__WHAT IS BEING ASKED__. Which lines in the records below contain the word "joint"? Copy each one.

+++

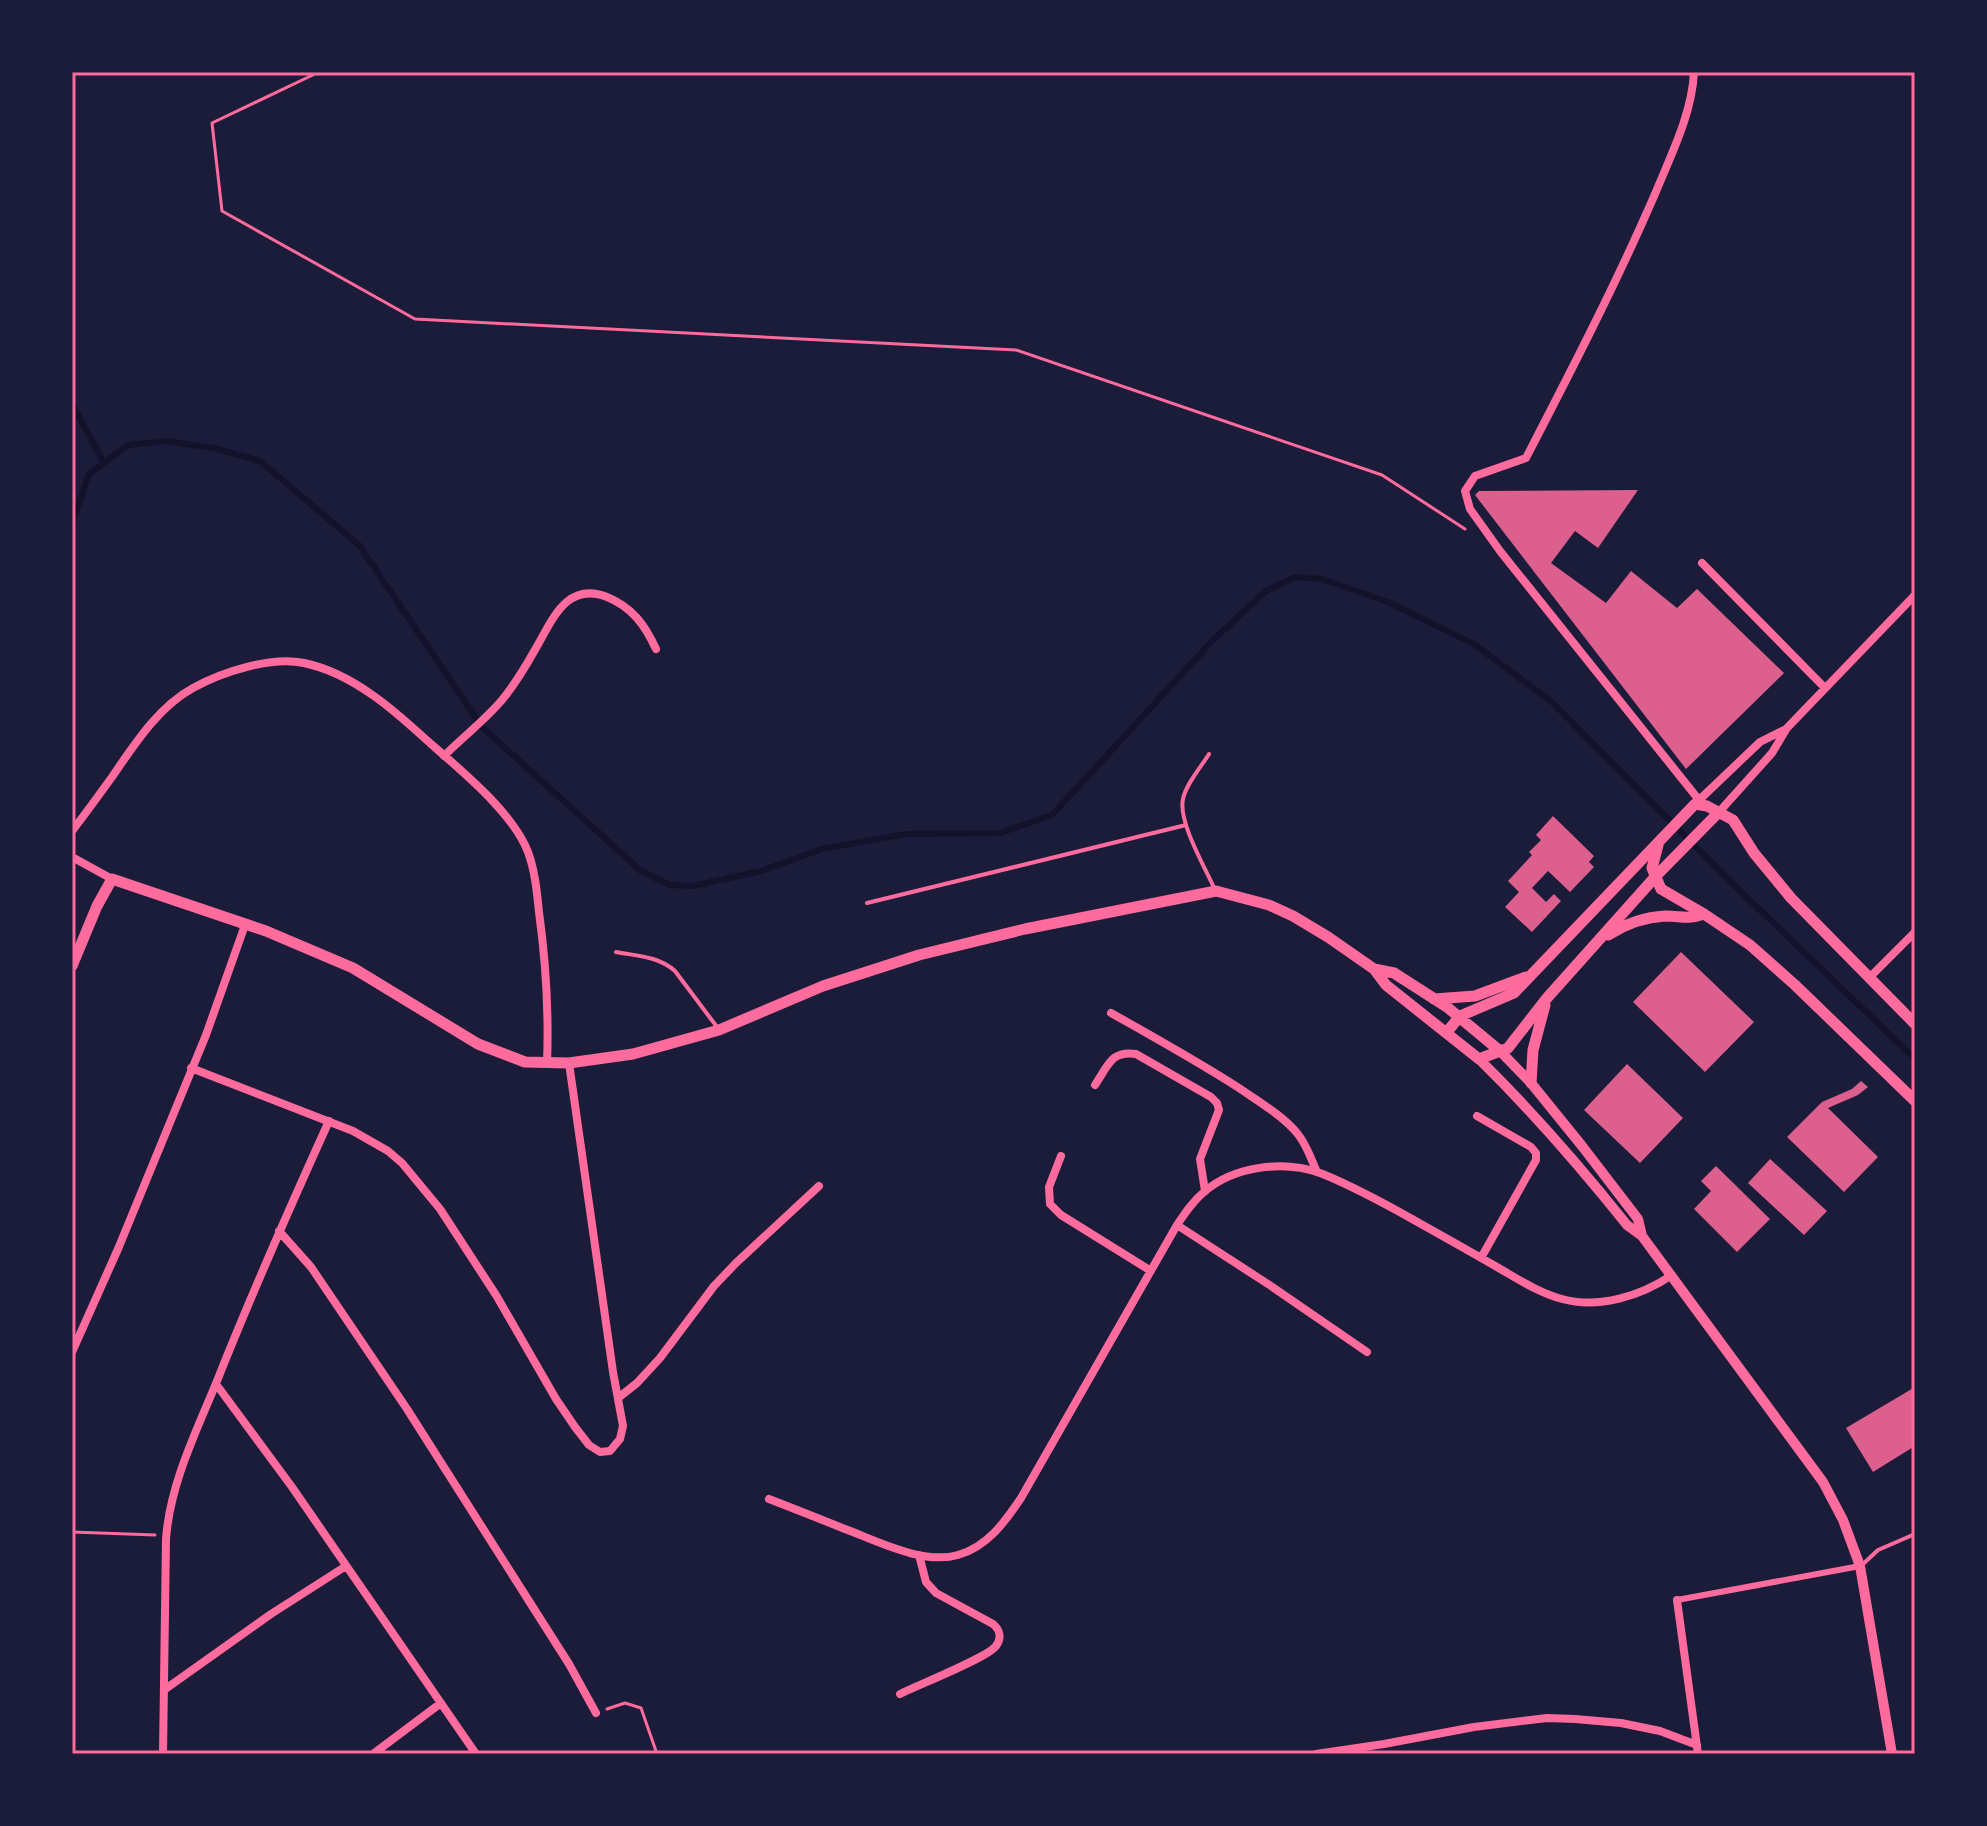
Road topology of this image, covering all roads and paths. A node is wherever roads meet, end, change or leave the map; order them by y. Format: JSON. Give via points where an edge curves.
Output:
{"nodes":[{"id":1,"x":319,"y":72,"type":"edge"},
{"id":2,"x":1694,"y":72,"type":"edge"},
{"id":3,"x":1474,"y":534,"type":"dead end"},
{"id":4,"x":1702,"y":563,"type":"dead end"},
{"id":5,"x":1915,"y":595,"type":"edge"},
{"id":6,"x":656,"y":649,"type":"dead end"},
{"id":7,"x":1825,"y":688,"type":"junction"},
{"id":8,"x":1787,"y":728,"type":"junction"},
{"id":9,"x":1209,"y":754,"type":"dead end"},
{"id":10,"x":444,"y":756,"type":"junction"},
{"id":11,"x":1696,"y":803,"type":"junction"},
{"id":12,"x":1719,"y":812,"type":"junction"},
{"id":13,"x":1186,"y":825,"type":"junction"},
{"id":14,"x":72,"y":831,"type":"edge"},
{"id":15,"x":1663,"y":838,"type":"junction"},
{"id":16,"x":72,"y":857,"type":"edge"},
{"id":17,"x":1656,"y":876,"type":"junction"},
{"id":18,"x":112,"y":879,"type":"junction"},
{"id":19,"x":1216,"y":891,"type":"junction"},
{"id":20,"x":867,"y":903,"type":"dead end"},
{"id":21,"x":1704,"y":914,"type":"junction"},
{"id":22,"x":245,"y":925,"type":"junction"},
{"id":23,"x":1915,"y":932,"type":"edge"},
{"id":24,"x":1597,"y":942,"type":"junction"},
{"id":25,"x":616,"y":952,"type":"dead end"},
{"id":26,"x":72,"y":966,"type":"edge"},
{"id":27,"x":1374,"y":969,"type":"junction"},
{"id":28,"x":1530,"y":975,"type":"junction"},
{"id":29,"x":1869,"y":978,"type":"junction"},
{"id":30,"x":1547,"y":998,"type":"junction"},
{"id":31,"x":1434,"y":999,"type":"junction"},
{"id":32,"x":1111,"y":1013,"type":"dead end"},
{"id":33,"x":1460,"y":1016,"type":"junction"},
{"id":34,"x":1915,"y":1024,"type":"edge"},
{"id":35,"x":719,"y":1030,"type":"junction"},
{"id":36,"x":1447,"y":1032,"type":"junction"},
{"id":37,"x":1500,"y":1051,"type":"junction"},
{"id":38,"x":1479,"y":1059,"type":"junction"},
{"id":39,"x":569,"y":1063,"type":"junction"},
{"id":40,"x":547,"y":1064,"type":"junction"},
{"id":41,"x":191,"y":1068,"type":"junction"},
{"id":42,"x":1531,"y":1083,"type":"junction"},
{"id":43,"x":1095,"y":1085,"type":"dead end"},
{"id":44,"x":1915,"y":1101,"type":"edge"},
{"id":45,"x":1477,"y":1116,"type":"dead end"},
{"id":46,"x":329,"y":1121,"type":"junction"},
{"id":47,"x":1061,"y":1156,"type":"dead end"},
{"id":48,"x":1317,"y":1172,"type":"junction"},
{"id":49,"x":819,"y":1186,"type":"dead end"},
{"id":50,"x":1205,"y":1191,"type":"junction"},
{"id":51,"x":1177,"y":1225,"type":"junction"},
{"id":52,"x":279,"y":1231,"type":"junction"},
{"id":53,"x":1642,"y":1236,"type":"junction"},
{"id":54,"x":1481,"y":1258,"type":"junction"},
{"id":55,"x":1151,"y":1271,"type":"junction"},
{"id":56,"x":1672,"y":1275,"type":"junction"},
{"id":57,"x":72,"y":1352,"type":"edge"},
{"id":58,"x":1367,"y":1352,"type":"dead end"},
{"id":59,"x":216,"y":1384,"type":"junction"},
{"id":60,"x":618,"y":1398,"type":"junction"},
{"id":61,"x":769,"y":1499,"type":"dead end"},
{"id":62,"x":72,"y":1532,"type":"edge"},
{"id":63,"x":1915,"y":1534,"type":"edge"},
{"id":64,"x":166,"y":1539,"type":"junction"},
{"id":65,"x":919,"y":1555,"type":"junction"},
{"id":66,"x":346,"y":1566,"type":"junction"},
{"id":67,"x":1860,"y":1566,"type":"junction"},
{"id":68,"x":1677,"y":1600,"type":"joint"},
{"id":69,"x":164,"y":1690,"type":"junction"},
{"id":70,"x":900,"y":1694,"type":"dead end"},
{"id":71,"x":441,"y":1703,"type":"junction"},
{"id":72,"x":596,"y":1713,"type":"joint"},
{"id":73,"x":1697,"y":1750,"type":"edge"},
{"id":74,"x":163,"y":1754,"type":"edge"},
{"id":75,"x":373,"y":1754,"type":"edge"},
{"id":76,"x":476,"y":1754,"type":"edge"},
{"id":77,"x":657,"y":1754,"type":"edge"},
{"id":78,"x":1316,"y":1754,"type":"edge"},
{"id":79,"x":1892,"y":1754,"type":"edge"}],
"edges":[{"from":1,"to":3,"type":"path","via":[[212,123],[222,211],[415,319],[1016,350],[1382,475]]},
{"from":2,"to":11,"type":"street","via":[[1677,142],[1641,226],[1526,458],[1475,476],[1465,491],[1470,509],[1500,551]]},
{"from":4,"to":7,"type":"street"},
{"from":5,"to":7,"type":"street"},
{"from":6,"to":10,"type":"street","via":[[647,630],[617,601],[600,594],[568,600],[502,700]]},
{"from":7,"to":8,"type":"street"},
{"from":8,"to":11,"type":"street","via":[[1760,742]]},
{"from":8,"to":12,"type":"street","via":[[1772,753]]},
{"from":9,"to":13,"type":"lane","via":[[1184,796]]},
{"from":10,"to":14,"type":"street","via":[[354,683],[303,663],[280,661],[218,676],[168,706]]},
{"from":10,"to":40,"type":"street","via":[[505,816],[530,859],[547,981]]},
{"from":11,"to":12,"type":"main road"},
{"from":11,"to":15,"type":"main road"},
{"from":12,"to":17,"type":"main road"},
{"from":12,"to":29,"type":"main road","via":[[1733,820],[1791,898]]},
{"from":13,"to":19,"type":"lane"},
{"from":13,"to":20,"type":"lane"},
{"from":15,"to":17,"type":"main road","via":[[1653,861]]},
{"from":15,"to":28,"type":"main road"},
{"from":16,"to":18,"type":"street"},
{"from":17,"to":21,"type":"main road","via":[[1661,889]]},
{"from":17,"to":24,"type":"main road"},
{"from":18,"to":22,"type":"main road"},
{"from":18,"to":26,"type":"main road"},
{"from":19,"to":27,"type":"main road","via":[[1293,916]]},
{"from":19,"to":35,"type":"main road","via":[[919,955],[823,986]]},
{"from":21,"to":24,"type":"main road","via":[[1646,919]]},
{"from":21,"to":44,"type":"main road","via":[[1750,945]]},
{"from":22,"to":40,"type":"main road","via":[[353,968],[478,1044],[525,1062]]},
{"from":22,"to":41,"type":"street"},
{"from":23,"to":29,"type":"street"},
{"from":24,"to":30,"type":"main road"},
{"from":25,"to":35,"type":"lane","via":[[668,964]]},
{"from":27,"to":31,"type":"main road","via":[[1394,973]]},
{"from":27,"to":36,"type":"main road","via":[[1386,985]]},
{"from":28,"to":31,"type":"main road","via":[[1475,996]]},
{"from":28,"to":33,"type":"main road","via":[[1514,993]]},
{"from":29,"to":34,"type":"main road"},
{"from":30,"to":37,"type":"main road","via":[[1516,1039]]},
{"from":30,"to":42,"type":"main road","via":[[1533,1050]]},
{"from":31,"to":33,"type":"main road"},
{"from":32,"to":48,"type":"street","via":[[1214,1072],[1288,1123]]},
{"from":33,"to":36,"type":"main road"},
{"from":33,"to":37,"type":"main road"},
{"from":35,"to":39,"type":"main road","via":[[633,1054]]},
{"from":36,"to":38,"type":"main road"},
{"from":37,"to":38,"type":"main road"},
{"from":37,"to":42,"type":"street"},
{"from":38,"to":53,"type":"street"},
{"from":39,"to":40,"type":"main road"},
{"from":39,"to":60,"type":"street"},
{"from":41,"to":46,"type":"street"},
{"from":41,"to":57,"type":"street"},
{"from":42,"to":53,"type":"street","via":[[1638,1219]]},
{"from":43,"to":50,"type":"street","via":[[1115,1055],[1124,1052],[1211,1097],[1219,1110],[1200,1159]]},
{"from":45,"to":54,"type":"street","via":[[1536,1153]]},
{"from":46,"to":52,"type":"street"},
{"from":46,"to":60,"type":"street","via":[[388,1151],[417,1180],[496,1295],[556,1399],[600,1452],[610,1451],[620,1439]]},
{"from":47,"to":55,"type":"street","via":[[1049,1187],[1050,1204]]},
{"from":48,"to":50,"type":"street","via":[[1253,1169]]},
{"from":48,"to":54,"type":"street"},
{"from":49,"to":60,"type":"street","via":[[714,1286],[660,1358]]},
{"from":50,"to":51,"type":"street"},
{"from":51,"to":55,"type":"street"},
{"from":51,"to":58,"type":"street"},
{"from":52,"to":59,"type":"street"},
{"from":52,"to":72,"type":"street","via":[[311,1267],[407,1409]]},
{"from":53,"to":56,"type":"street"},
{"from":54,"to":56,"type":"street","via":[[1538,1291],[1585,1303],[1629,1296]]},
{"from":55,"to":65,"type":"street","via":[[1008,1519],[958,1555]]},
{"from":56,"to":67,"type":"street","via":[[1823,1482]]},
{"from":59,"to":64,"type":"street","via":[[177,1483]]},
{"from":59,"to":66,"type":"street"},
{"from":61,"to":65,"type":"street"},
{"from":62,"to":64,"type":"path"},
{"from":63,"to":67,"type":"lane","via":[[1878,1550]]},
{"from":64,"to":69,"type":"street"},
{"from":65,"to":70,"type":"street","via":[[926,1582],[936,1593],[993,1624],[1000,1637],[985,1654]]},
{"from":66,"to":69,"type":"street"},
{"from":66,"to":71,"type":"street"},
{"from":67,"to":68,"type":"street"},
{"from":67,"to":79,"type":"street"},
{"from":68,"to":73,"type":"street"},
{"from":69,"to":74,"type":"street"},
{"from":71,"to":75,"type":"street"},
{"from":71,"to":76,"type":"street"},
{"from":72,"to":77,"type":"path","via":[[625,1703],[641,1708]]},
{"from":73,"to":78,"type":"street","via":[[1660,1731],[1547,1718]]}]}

+++

__ANSWER FOR THE TASK__.
{"id":68,"x":1677,"y":1600,"type":"joint"},
{"id":72,"x":596,"y":1713,"type":"joint"},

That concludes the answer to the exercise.